Completely immoral and unacceptable.

tiggytape · 23/06/2012 10:07

This reply has been deleted

Message withdrawn at poster's request.

tabulahrasa · 23/06/2012 10:19

If he's driving by himself without a full license then it doesn't matter whether he's insured or not - his insurance is invalid as he doesn't have a license.

If he was caught he'd be charged for driving without a license and insurance anyway.

Unless of course a licenced driver is with him, but then how does it affect him working?

Paiviaso · 23/06/2012 10:31

OP I also read this as your DH is driving to work everyday in a car for which he is not licenced to drive, and is therefore driving uninsured (because his learner's insurance will be invalid in this situation).

This so so irresponsible I don't even know what to say.

If you husband wont take the test, then don't renew his insurance, and sell the car. HE SHOULD NOT BE DRIVING IT. If he does drive it, the only right thing to do is report him.

Dprince · 23/06/2012 10:33

Get the feeling the OP doesn't have the halls to come back.
Wonder why?

Pickgo · 23/06/2012 12:56

If I were you I wouldn't be worrying about money and insurance. No wonder he doesn't care about passing. You are happy to turn a blind eye so why should he bother?

How old do you think he then tiggytape? Surely it's HIS responsibility primarily?

FFS

Dprince · 23/06/2012 13:29

but pick if she is insuring him knowing this, she is committing an offense. She can only control her own actions not the dh. Is she is going to be happy to be caught out that's up to her. She can keep herself in the clear. He can do want he wants.
She is facilitating and enabling him.

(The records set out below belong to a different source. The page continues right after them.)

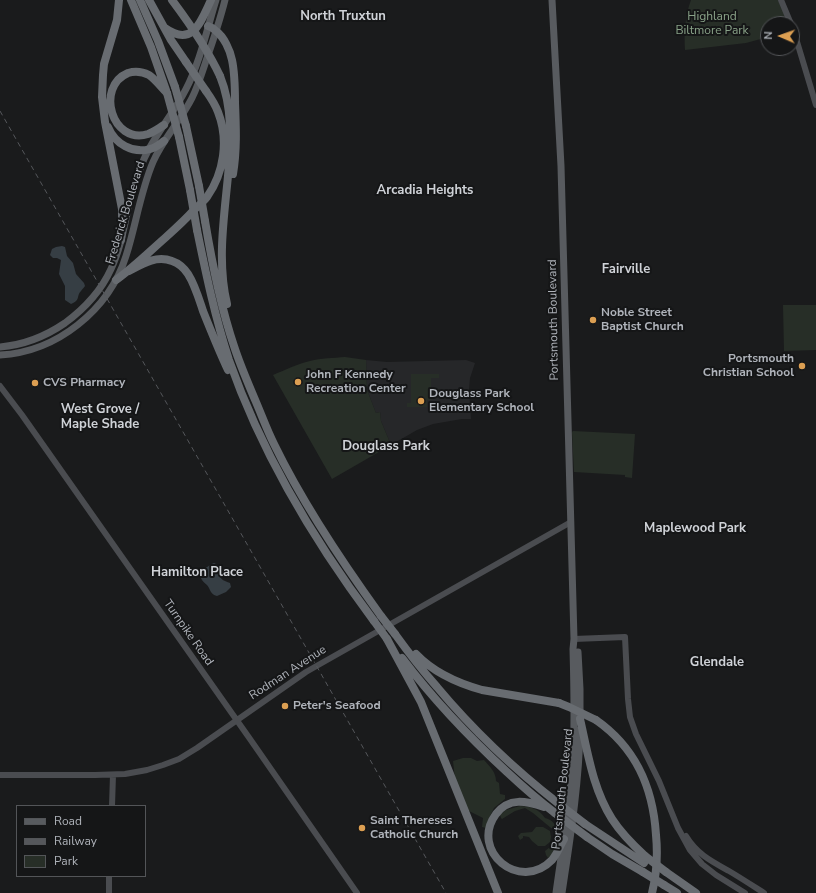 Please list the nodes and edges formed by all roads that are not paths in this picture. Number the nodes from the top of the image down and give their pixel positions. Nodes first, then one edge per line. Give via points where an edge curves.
1 (118, 0) edge
2 (131, 0) edge
3 (140, 0) edge
4 (149, 0) edge
5 (172, 0) edge
6 (211, 0) edge
7 (216, 0) edge
8 (226, 0) edge
9 (552, 0) edge
10 (781, 0) edge
11 (788, 16) edge
12 (163, 26) junction
13 (208, 26) junction
14 (216, 31) junction
15 (800, 52) edge
16 (167, 93) junction
17 (816, 105) edge
18 (103, 111) junction
19 (164, 125) junction
20 (164, 141) junction
21 (149, 150) junction
22 (225, 210) junction
23 (121, 240) junction
24 (129, 271) junction
25 (116, 280) junction
26 (0, 346) edge
27 (0, 355) edge
28 (241, 367) junction
29 (0, 386) edge
30 (260, 437) junction
31 (571, 522) junction
32 (391, 636) junction
33 (574, 639) junction
34 (580, 719) junction
35 (237, 720) junction
36 (0, 775) edge
37 (113, 775) junction
38 (112, 805) edge
39 (548, 808) junction
40 (671, 810) junction
41 (564, 839) junction
42 (645, 860) junction
43 (109, 877) edge
44 (108, 893) edge
45 (357, 893) edge
46 (498, 893) edge
47 (556, 893) edge
48 (562, 893) edge
49 (652, 893) edge
50 (677, 893) edge
51 (695, 893) edge
52 (746, 893) edge
53 (764, 893) edge

1 - 18 highway via 117,20 102,75
2 - 16 highway
3 - 28 highway, bridge via 175,87 186,126 220,296
4 - 12 highway
5 - 22 highway, bridge via 213,60 226,94 230,152
6 - 12 highway via 198,26 190,34 178,35
7 - 13 main road, Frederick Boulevard
8 - 14 main road, Frederick Boulevard
9 - 31 main road, Portsmouth Boulevard via 561,174
10 - 11 street
12 - 24 highway, bridge via 218,112 223,129 223,154 217,178 206,199
13 - 14 highway
13 - 19 main road, Frederick Boulevard via 192,78
14 - 20 main road, Frederick Boulevard via 194,96
14 - 22 highway via 224,40 232,60 235,86 235,162
15 - 17 street
16 - 19 highway via 150,76 131,72 117,82 110,102 116,121 127,132 148,134
16 - 30 highway, bridge via 220,332
18 - 21 highway via 111,134 120,143 136,150
18 - 23 highway via 121,205
19 - 21 main road, Frederick Boulevard
20 - 21 highway
20 - 25 main road, Frederick Boulevard via 146,178 128,251
21 - 23 main road, Frederick Boulevard via 135,184
22 - 28 highway via 222,256 224,287
23 - 26 main road, Frederick Boulevard via 115,261 104,282 81,310 61,325 38,337 14,345
24 - 25 highway
24 - 30 highway via 151,260 161,259 176,263 185,270 243,405
25 - 27 main road, Frederick Boulevard via 93,311 63,335 20,353
28 - 32 highway, bridge via 289,473 362,590 382,616
29 - 35 street, Turnpike Road
30 - 32 highway, bridge via 294,499 339,571 374,621
31 - 33 main road, Portsmouth Boulevard
31 - 35 street, Rodman Avenue via 316,666
32 - 39 highway via 427,689 465,732
32 - 42 highway, bridge via 468,722 535,785 585,824
32 - 46 highway via 421,702
32 - 49 highway, bridge via 429,666 459,683 482,690 558,703 596,720 610,731 628,750 640,769 654,812 657,858
33 - 34 main road, Portsmouth Boulevard via 577,648
33 - 40 street via 625,638 630,717
33 - 41 main road, Portsmouth Boulevard via 573,760
34 - 42 highway via 600,796 618,828
34 - 48 main road, Portsmouth Boulevard via 579,766
35 - 37 street, Rodman Avenue via 174,761 147,770
35 - 45 street, Turnpike Road
36 - 37 street, Rodman Avenue
37 - 38 street
39 - 41 highway via 522,802 501,809 489,829 489,840 494,854 501,863 512,870 530,872 542,868 552,860
39 - 50 highway, bridge via 612,854
40 - 52 street via 686,844 696,858 716,875
40 - 53 street via 687,838 703,856
41 - 47 main road, Portsmouth Boulevard
42 - 51 highway
43 - 44 street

They are both wrong.

Empusa · 23/06/2012 13:35

"If he's driving by himself without a full license then it doesn't matter whether he's insured or not - his insurance is invalid as he doesn't have a license."

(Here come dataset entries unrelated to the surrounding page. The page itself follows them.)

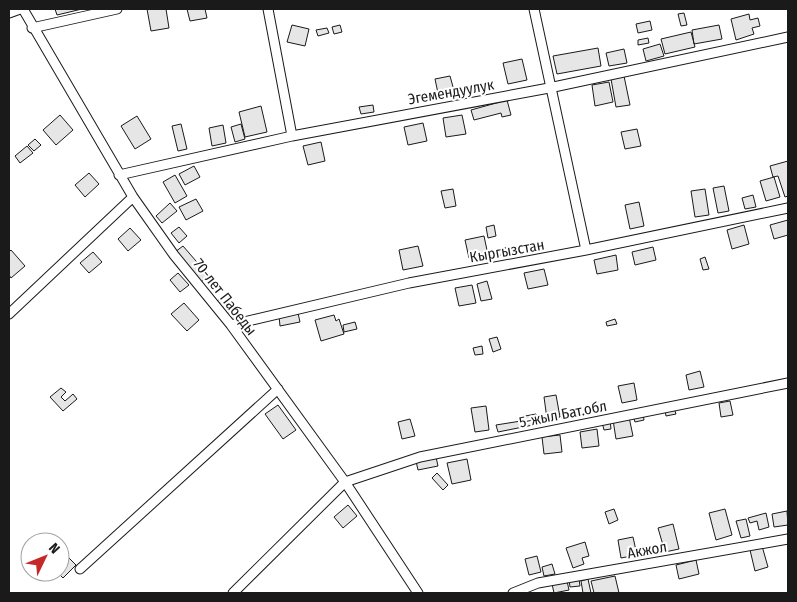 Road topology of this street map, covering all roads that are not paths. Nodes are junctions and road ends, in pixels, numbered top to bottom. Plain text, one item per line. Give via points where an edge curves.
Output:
1 (21, 9) edge
2 (117, 9) edge
3 (268, 9) edge
4 (534, 9) edge
5 (9, 13) edge
6 (32, 28) junction
7 (788, 37) edge
8 (549, 88) junction
9 (292, 136) junction
10 (119, 175) junction
11 (133, 197) junction
12 (788, 208) edge
13 (586, 250) junction
14 (9, 314) edge
15 (230, 325) junction
16 (788, 383) edge
17 (278, 389) junction
18 (345, 482) junction
19 (788, 539) edge
20 (80, 569) dead end
21 (233, 593) edge
22 (418, 593) edge
23 (513, 593) edge

1 - 5 street
1 - 6 street, 70-лет Пабеды
2 - 6 street
3 - 9 street
4 - 8 street
6 - 10 street, 70-лет Пабеды
7 - 8 street, Эгемендуулук
8 - 9 street, Эгемендуулук
8 - 13 street
9 - 10 street, Эгемендуулук
10 - 11 street, 70-лет Пабеды
11 - 14 street
11 - 15 street, 70-лет Пабеды
12 - 13 street, Кыргызстан
13 - 15 street, Кыргызстан via 409,283
15 - 17 street, 70-лет Пабеды
16 - 18 street, 5-жыл Бат.обл via 420,457
17 - 18 street, 70-лет Пабеды
17 - 20 street
18 - 21 street
18 - 22 street, 70-лет Пабеды
19 - 23 street, Акжол via 538,583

Quite! Surely the OP is committing an offence by knowingly lying to the insurance and allowing him to drive? I mean, the insurance would have to be in her name ditto the car?

Empusa · 23/06/2012 13:55

Curious, as the OP has put her DH on the insurance knowing he is driving alone illegally, I assume this means the insurance is invalid for both of them?

Thumbwitch · 23/06/2012 13:57

Your DH is breaking the law. You are probably as guilty as him by helping him to do so.

He is an arrogant idiot if he thinks what he is doing is ok - you should stop him from driving immediately if he doesn't take and pass the test.

maddening · 23/06/2012 14:10

what are you worried about the cost of insurance for if he is driving illegally anyway - the insurance you have paid for is worth sweet fa if the is no qualified driver next to him.

Bagofholly · 23/06/2012 14:12

Did he pass then? I'd be surprised as he doesn't sound like the sharpest tool in the shed...

Hopefullyrecovering · 23/06/2012 14:15

Nowhere does the OP explicitly state that her DH is driving alone and illegally.

There is one sentence which is hinting at illegal driving though, which is -

'He knows we cannot afford for him not to go to work but he has a "it wont happen to me attitide".'

Do you mean that you are driving him to work and that his attitude is that he is too arrogant to revise for his test? Or do you mean that he is driving illegally and he is so arrogant that he thinks he won't get caught? Because both are possible from what you have said.

If he is driving illegally then words really do fail me.

Thumbwitch · 23/06/2012 14:33

"I've told him I can not afford the renewal at learner rate, ignoring the point about driving without a valid license. "

Isn't that explicit though? It strongly suggests to me that he is driving without a valid licence and without a licensed driver beside him.

gettingeasier · 23/06/2012 16:19

I have come back to see if the OP returned and as predicted not a peep.

So sorry for those who have been affected by selfish shits driving around illegally , I had no idea it was so common place. Theres something about any lies and deceit around cars/driving I find repugnant

DamselInTornDress · 23/06/2012 16:24

Has OP gone fishing?

rhondajean · 23/06/2012 16:38

You can get learner insurance (giving them the benefit of the doubt until proved wrong) but he still can never drive alone with it.

rhondajean · 23/06/2012 16:38

If he is doing his theory he has to have a provisional.

He is insured.

He just needs someone to sit with him. It appears this is what is missing.